Absence Persistante d’un Lieu Dédié à la Présentation des Collections Paléontologiques à Aix

Absence Persistante d'un Lieu Dédié à la Présentation des Collections Paléontologiques à Aix

Depuis la fermeture des salles du Muséum d’histoire naturelle dans le centre d’Aix-en-Provence, il y a plus de dix ans, aucun espace public dédié aux dinosaures n’a été établi, malgré les promesses faites par la municipalité.
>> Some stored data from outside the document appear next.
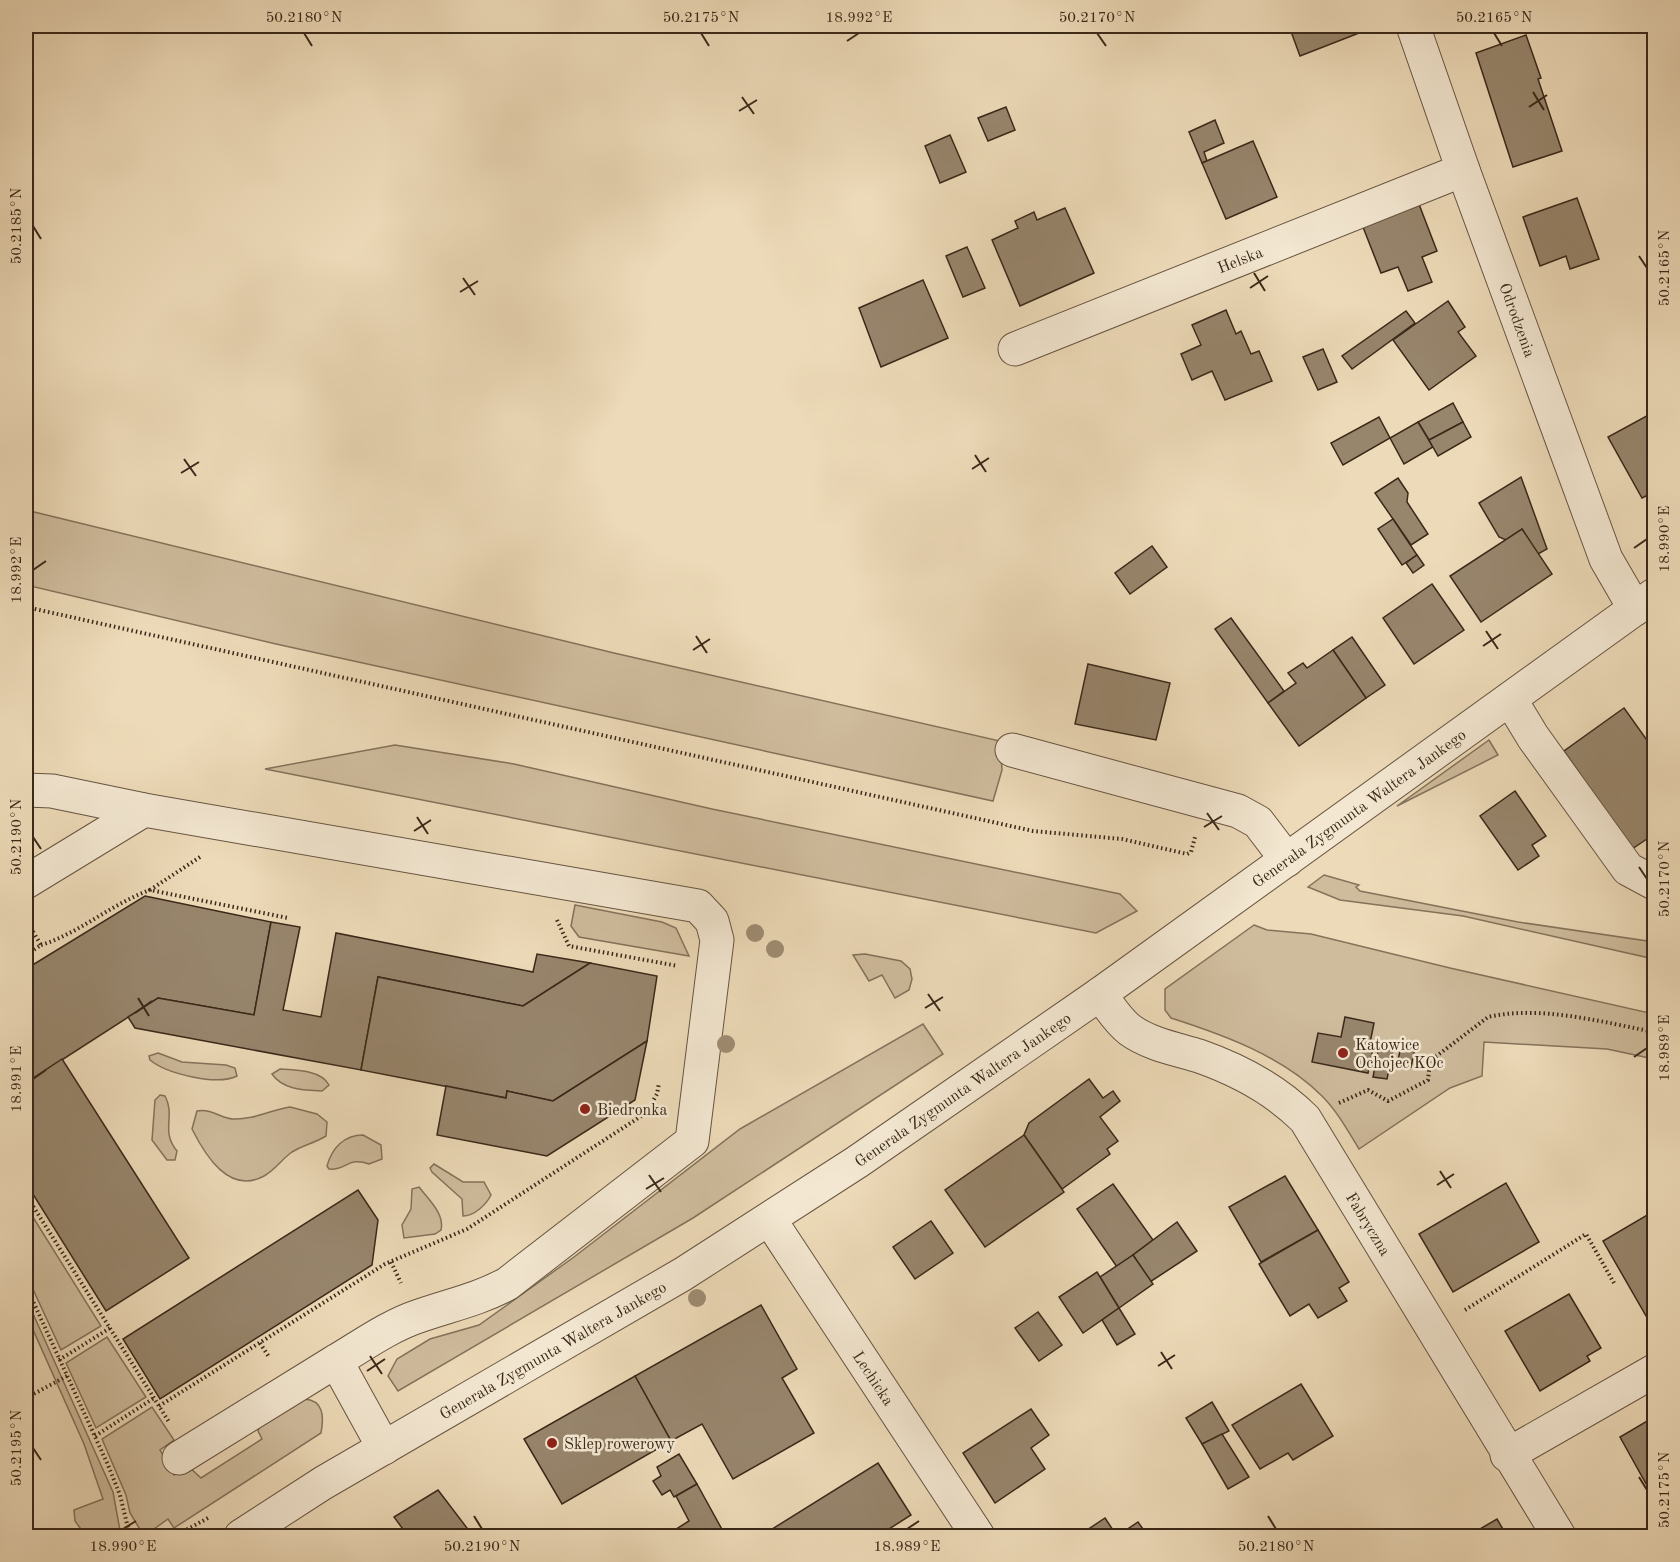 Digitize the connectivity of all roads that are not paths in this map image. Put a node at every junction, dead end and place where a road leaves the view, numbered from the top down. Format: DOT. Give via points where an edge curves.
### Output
graph roads {
  1 [pos="1413,26"];
  2 [pos="1463,170"];
  3 [pos="1015,348"];
  4 [pos="1645,602"];
  5 [pos="1510,699"];
  6 [pos="1012,750"];
  7 [pos="26,790"];
  8 [pos="144,810"];
  9 [pos="1287,860"];
  10 [pos="26,882"];
  11 [pos="1654,883"];
  12 [pos="1100,994"];
  13 [pos="770,1220"];
  14 [pos="336,1361"];
  15 [pos="1654,1371"];
  16 [pos="384,1448"];
  17 [pos="1508,1455"];
  18 [pos="184,1456"];
  19 [pos="241,1536"];
  20 [pos="978,1536"];
  21 [pos="1559,1536"];
  1 -- 2 [label="street, Odrodzenia"];
  2 -- 3 [label="street, Helska"];
  2 -- 4 [label="street, Odrodzenia" via="1606,559"];
  4 -- 5 [label="street, Generała Zygmunta Waltera Jankego"];
  5 -- 9 [label="street, Generała Zygmunta Waltera Jankego"];
  5 -- 11 [label="street" via="1628,869"];
  6 -- 9 [label="street" via="1238,811 1258,822"];
  7 -- 8 [label="street" via="52,791"];
  8 -- 10 [label="street"];
  8 -- 14 [label="street" via="699,906 712,921 717,940 692,1141 507,1284 480,1299 393,1327"];
  9 -- 12 [label="street, Generała Zygmunta Waltera Jankego"];
  12 -- 13 [label="street, Generała Zygmunta Waltera Jankego"];
  12 -- 17 [label="street, Fabryczna" via="1127,1028 1140,1036 1254,1079 1283,1097 1305,1119"];
  13 -- 16 [label="street, Generała Zygmunta Waltera Jankego"];
  13 -- 20 [label="street, Lechicka"];
  14 -- 16 [label="street"];
  14 -- 18 [label="street"];
  15 -- 17 [label="street"];
  16 -- 19 [label="street, Generała Zygmunta Waltera Jankego"];
  17 -- 21 [label="street, Fabryczna"];
}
Les Aixois vivent quotidiennement sur l’une des plus importantes couches d’œufs de dinosaures fossilisés du monde, mais un lieu éducatif permettant de découvrir ces trésors préhistoriques reste inaccessible dans la ville. En 2014, les collections publiques du Muséum, préalablement abritées à l’hôtel Boyer d’Éguilles, ont fermé. L’immeuble historique, nécessitant des rénovations, a été vendu à un promoteur immobilier.

Actuellement, l’enseigne Aroma-Zone a remplacé les expositions de titanosaures et les vestiges de vertèbres du Crétacé. Bien que l’entité Muséum existe toujours, ses bureaux administratifs ont été relocalisés au parc Saint-Mitre. Les vastes collections comprenant des fossiles d’œufs, des ossements et des animaux empaillés sont entreposées dans un hangar dans une zone périphérique de la ville, avec seulement quelques éléments exposés lors d’expositions temporaires.
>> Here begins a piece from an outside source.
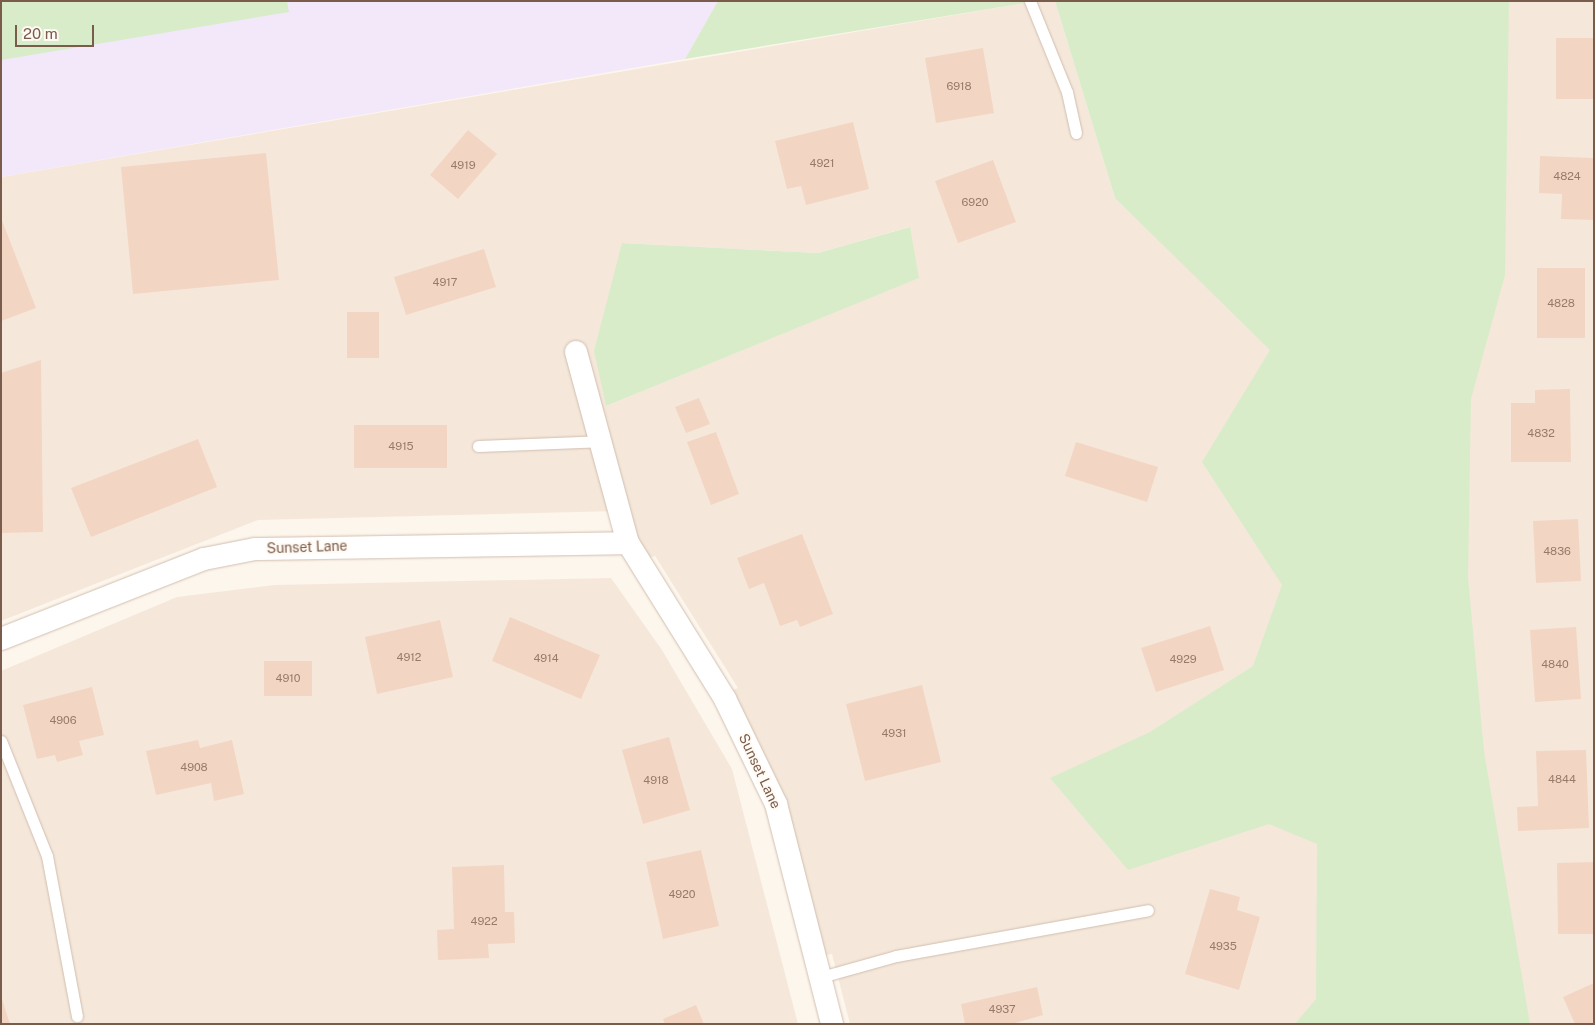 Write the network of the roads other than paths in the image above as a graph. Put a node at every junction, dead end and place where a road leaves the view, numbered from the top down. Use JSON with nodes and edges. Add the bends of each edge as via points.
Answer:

Projets Abandonnés au Fil des Années

Cette situation est d’autant plus regrettable que depuis la fermeture du musée, des découvertes scientifiques ont été réalisées dans le pays d’Aix, mettant à jour de nouvelles espèces. Bien que la recherche continue, elle se déroule à l’écart du public, dans le contexte de fouilles et d’études non accessibles.

La municipalité, sous la direction de Maryse Joissains, avait à plusieurs reprises exprimé son intention de créer un espace pour accueillir les passionnés de dinosaures. Divers scénarios avaient été proposés, notamment des emplacements tels que le Stadium de Vitrolles et Châteauneuf-le-Rouge, mais aucun n’a abouti. Avec la création de la Métropole Aix-Marseille-Provence, et des financements publics de plus en plus limités, des options moins coûteuses ont été envisagées, notamment au parc Saint-Mitre, sans succès.

En 2016, La Provence avait interrogé Gilles Cheylan, l’ancien conservateur du Muséum, qui venait de prendre sa retraite. Il avait exprimé sa frustration quant aux retards du projet de construction d’un nouveau Muséum, le décrivant comme sa plus grande déception. Il avait critiqué l’inefficacité des bureaux d’études impliqués dans les projets abandonnés, mentionnant un manque d’intérêt des élus successifs pour le projet et une incompréhension des attentes des Aixois. Cette déclaration date maintenant de dix ans.